Neureut – der nördlichste Punkt Karlsruhes



Dort wo sich Neureut befindet, stand ursprünglich ein Wald. Der Rodung desselbigen verdankt Neureut seinen Namen, da sich Neureut aus dem Worten Neu und Reut zusammensetzt, wobei Reut Rodung bedeutet.

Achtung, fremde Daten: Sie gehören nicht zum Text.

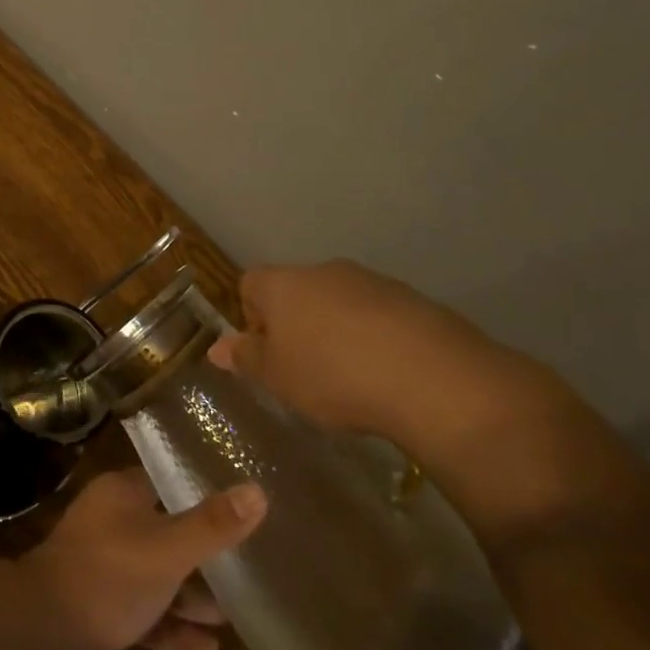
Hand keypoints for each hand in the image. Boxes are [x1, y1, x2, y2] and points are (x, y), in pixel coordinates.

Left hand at [21, 469, 265, 649]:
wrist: (46, 628)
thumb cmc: (110, 574)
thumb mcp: (169, 549)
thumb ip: (213, 525)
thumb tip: (257, 490)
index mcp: (121, 495)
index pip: (164, 482)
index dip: (198, 492)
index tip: (237, 504)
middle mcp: (110, 521)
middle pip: (164, 531)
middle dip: (201, 553)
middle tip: (243, 567)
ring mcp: (103, 565)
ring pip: (155, 574)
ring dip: (190, 595)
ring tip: (232, 614)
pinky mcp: (100, 605)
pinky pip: (144, 610)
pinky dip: (171, 625)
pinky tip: (209, 649)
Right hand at [208, 261, 528, 447]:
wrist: (432, 377)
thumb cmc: (332, 375)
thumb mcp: (277, 377)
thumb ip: (246, 359)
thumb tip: (217, 349)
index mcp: (282, 283)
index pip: (249, 284)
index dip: (251, 318)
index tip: (267, 355)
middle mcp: (323, 271)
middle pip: (296, 290)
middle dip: (296, 325)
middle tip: (305, 370)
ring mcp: (372, 282)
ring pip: (339, 302)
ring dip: (337, 331)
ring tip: (351, 377)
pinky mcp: (414, 300)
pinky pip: (380, 316)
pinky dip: (376, 339)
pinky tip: (389, 375)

Der Gründungszeitraum dieser Gemeinde ist auf das Jahr 1260 zurückzuführen. Die Gründung ist vermutlich dem Markgrafen Rudolf I. zu verdanken. Recherchen zu folge war er es, der das Gebiet besiedelte und somit den Grundstein für die heutige Gemeinde legte. Weitere Besiedlungen erfolgten Ende des 17. Jahrhunderts durch den Markgrafen Friedrich Magnus. Er verhalf Flüchtlingen zu einer neuen Heimat und sie siedelten sich im Süden von Neureut an. Diese Siedlung wurde auf den Namen Teutschneureut getauft. Im Jahre 1935 wurde die Gemeinde Neureut durch Welschneureut erweitert, einem weiteren Siedlungsdorf, welches von Flüchtlingen aufgebaut wurde. Seit diesem Zeitpunkt nannte sich die Gemeinde nur noch Neureut.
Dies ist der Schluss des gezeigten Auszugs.